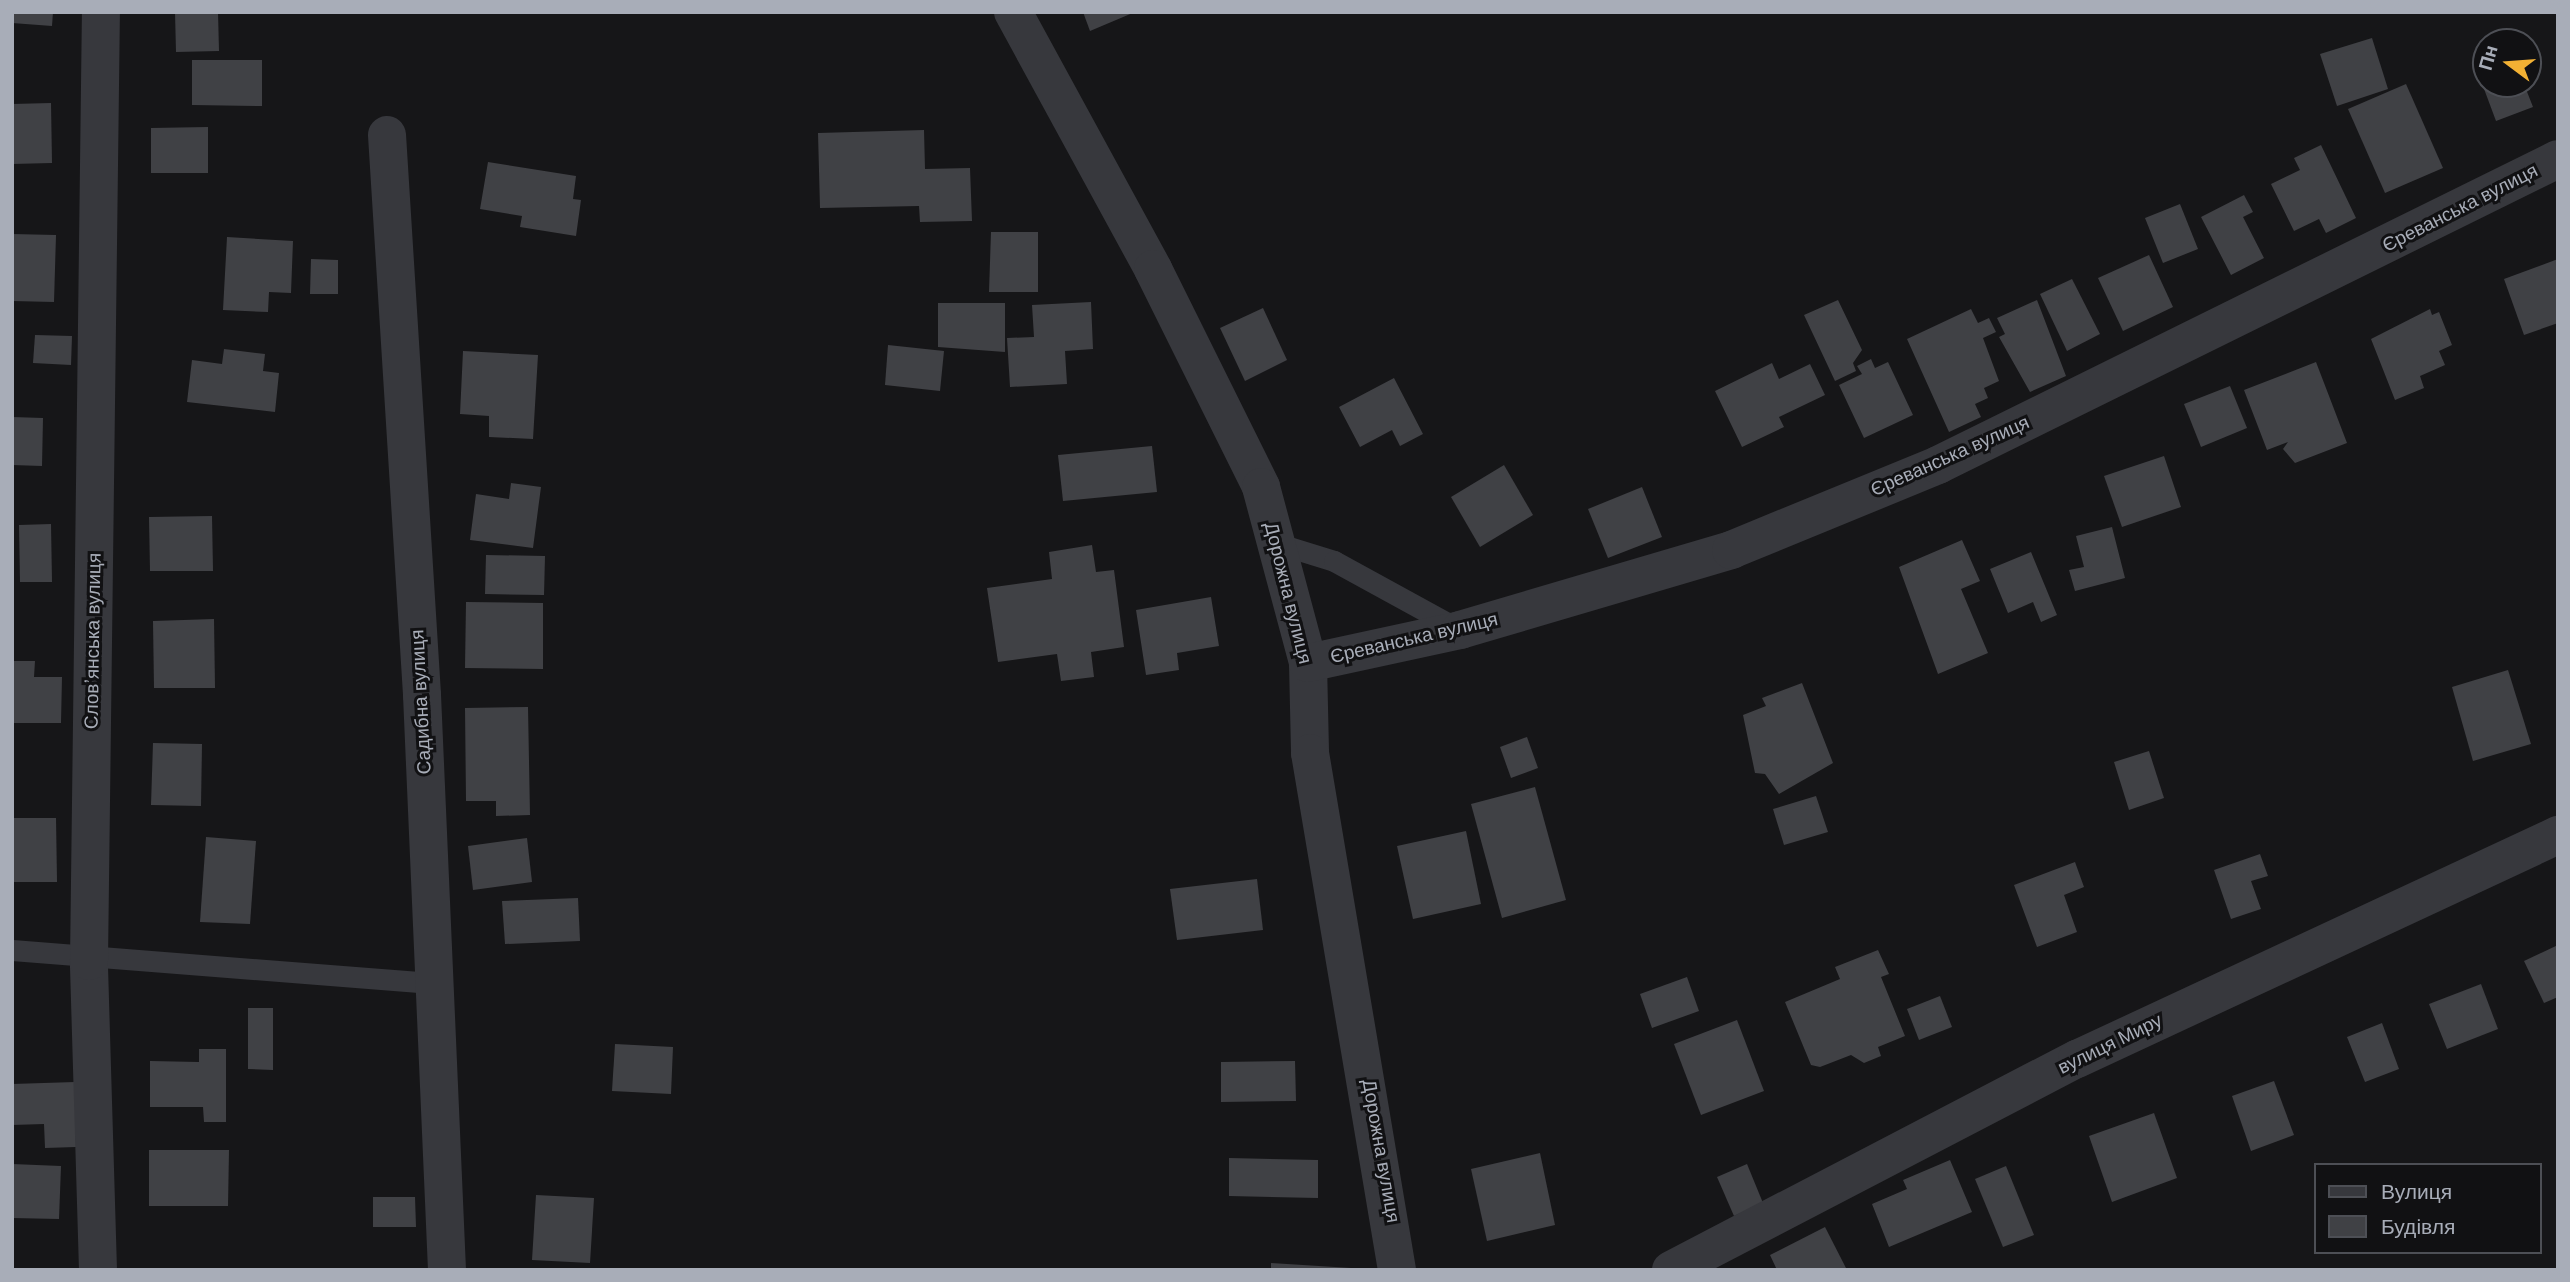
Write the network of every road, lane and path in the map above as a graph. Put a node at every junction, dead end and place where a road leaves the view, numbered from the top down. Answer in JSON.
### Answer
{"nodes":[{"id":1,"x":101,"y":12,"type":"edge"},
{"id":2,"x":1013,"y":12,"type":"edge"},
{"id":3,"x":387,"y":135,"type":"dead end"},
{"id":4,"x":2558,"y":159,"type":"edge"},
{"id":5,"x":1276,"y":543,"type":"junction"},
{"id":6,"x":1460,"y":630,"type":"junction"},
{"id":7,"x":1308,"y":663,"type":"junction"},
{"id":8,"x":2558,"y":835,"type":"edge"},
{"id":9,"x":12,"y":950,"type":"edge"},
{"id":10,"x":89,"y":961,"type":"junction"},
{"id":11,"x":432,"y":984,"type":"junction"},
{"id":12,"x":98,"y":1270,"type":"edge"},
{"id":13,"x":447,"y":1270,"type":"edge"},
{"id":14,"x":1397,"y":1270,"type":"edge"},
{"id":15,"x":1671,"y":1270,"type":"edge"}],
"edges":[{"from":1,"to":10,"type":"street","name":"Словʼянська вулиця"},
{"from":2,"to":5,"type":"street","name":"Дорожна вулиця"},
{"from":3,"to":11,"type":"street","name":"Садибна вулиця"},
{"from":4,"to":6,"type":"street","name":"Єреванська вулиця"},
{"from":5,"to":6,"type":"lane"},
{"from":5,"to":7,"type":"street","name":"Дорожна вулиця"},
{"from":6,"to":7,"type":"street","name":"Єреванська вулиця"},
{"from":7,"to":14,"type":"street","name":"Дорожна вулиця"},
{"from":8,"to":15,"type":"street","name":"вулиця Миру"},
{"from":9,"to":10,"type":"lane"},
{"from":10,"to":11,"type":"lane"},
{"from":10,"to":12,"type":"street","name":"Словʼянська вулиця"},
{"from":11,"to":13,"type":"street","name":"Садибна вулиця"}]}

....

- [TASK OBJECTIVE]:
Copy only the lines in the listing that contain "Дорожна".

- [SOLUTION TO THIS PROBLEM]:
{"from":2,"to":5,"type":"street","name":"Дорожна вулиця"},
{"from":5,"to":7,"type":"street","name":"Дорожна вулиця"},
{"from":7,"to":14,"type":"street","name":"Дорожна вулиця"},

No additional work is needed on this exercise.